■ **PROVIDED DATA**:
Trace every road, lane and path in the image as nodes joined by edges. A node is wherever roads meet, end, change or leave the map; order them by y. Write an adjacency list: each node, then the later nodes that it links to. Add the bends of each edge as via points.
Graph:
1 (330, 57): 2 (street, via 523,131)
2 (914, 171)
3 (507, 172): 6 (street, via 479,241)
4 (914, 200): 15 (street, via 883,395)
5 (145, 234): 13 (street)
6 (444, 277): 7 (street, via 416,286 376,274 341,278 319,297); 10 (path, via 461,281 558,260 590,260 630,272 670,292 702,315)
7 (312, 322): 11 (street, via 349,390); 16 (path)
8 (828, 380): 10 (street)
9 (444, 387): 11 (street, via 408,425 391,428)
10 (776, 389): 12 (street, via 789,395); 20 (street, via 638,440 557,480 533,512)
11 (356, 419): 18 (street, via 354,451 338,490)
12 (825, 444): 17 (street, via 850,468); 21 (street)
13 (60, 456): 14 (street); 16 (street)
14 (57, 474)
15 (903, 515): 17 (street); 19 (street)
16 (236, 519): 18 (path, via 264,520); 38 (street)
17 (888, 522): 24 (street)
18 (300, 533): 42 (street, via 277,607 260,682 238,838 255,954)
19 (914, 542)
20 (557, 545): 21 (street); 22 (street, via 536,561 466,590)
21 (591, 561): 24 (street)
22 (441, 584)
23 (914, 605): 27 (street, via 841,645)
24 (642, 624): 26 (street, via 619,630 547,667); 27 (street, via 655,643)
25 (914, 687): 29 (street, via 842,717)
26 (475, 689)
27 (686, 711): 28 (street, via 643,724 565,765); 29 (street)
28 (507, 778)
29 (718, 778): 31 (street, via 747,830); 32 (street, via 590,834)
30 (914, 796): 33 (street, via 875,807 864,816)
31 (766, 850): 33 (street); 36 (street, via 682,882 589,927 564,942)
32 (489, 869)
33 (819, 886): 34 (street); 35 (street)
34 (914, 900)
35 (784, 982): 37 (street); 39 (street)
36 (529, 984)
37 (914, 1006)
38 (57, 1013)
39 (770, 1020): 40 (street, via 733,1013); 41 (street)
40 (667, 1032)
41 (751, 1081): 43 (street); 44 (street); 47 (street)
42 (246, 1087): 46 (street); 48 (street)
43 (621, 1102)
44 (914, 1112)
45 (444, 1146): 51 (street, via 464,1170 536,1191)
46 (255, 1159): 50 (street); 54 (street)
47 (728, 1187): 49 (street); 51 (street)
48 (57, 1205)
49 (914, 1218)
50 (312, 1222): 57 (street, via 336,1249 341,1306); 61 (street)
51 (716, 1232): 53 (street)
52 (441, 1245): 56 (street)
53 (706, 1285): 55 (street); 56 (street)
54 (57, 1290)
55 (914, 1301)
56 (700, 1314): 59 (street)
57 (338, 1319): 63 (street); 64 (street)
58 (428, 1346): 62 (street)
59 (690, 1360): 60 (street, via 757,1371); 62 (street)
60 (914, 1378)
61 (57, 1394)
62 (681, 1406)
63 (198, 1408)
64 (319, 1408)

■ **PROBLEM TO WORK ON**:
Filter the lines above, keeping each one that contains the string "path".

■ **ANSWER**:
Trace every road, lane and path in the image as nodes joined by edges. A node is wherever roads meet, end, change or leave the map; order them by y. Write an adjacency list: each node, then the later nodes that it links to. Add the bends of each edge as via points.
6 (444, 277): 7 (street, via 416,286 376,274 341,278 319,297); 10 (path, via 461,281 558,260 590,260 630,272 670,292 702,315)
7 (312, 322): 11 (street, via 349,390); 16 (path)
16 (236, 519): 18 (path, via 264,520); 38 (street)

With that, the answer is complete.